> [Action item] Tally up the lines below that carry the word "DRIVE", answering with the figure alone.

> [Source data]
######
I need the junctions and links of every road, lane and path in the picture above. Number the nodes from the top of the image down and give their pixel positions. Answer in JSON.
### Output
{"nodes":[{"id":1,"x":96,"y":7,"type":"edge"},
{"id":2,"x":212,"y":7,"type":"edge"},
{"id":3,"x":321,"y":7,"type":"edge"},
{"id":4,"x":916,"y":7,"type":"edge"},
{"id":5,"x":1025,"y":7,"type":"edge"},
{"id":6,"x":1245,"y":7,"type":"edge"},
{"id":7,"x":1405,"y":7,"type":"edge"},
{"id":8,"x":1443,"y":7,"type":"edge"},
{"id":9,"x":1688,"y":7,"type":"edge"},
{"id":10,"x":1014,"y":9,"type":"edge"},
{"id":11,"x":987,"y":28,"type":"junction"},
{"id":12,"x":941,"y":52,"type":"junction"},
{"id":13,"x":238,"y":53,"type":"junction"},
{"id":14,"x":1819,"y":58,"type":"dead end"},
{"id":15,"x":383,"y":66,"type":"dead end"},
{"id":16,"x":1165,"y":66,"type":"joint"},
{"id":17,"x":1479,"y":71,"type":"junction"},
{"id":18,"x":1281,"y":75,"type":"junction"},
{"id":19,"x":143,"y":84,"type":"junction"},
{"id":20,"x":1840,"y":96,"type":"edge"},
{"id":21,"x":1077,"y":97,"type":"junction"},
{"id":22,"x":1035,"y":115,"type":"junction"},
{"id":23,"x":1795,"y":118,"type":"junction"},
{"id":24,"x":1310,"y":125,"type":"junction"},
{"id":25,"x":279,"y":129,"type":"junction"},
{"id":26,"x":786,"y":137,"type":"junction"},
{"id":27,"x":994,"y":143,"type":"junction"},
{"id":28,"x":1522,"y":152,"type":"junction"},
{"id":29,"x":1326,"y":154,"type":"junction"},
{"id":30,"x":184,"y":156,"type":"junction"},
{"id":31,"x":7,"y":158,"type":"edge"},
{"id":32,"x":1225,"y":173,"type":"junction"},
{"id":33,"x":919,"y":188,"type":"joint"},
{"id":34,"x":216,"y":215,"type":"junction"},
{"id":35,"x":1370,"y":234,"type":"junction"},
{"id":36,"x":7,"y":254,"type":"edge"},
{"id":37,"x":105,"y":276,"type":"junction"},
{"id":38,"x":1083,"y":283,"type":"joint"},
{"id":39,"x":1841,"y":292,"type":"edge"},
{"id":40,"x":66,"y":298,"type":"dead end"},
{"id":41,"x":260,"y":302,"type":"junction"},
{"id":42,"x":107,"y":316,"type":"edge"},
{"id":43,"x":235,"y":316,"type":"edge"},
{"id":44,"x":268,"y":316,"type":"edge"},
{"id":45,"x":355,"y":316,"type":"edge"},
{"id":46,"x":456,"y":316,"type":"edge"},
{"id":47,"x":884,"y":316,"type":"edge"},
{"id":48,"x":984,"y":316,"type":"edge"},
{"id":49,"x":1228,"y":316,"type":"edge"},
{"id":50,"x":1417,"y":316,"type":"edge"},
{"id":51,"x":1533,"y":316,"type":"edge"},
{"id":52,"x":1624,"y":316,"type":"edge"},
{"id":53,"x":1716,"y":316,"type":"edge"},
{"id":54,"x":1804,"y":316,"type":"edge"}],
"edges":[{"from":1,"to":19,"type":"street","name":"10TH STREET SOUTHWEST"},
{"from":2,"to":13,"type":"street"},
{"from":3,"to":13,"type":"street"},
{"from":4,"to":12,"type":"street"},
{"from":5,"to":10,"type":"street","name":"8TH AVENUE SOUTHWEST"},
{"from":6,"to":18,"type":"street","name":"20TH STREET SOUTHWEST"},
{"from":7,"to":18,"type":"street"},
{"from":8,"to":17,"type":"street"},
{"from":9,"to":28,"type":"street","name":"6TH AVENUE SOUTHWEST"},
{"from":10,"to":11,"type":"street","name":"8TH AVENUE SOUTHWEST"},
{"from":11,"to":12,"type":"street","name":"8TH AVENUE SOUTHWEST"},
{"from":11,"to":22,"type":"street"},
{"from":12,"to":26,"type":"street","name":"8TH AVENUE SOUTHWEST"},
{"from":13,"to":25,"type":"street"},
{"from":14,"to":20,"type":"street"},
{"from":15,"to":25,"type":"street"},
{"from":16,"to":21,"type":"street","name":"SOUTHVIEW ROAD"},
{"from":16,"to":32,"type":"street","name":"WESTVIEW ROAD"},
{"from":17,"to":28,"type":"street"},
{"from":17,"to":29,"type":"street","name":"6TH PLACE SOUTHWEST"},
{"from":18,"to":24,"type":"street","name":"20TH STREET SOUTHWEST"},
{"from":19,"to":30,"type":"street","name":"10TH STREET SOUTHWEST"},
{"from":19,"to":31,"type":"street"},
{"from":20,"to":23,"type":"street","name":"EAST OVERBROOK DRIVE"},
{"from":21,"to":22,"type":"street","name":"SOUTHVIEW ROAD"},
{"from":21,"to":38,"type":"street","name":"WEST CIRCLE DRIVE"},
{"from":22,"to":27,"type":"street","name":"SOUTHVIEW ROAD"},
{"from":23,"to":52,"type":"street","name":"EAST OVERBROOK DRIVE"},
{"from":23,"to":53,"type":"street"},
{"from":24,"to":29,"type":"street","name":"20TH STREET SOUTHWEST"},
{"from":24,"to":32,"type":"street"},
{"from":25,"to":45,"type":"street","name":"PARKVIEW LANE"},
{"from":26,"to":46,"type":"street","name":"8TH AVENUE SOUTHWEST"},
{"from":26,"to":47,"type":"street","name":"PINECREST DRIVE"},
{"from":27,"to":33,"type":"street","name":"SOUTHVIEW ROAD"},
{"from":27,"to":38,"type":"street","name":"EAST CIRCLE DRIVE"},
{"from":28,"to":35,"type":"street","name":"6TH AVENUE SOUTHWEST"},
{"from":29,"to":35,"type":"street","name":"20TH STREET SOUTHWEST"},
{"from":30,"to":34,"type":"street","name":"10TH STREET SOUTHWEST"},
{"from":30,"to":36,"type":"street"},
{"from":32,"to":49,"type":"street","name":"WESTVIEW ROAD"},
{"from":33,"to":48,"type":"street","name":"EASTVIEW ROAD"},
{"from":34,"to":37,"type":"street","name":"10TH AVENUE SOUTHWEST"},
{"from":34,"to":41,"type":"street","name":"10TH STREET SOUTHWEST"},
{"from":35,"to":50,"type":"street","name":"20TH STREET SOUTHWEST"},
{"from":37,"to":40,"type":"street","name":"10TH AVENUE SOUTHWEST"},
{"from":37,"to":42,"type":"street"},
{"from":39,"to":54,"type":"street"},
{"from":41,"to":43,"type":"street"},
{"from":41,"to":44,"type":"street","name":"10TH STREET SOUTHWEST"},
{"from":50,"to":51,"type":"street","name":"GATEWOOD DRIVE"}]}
######
> [Written solution] 6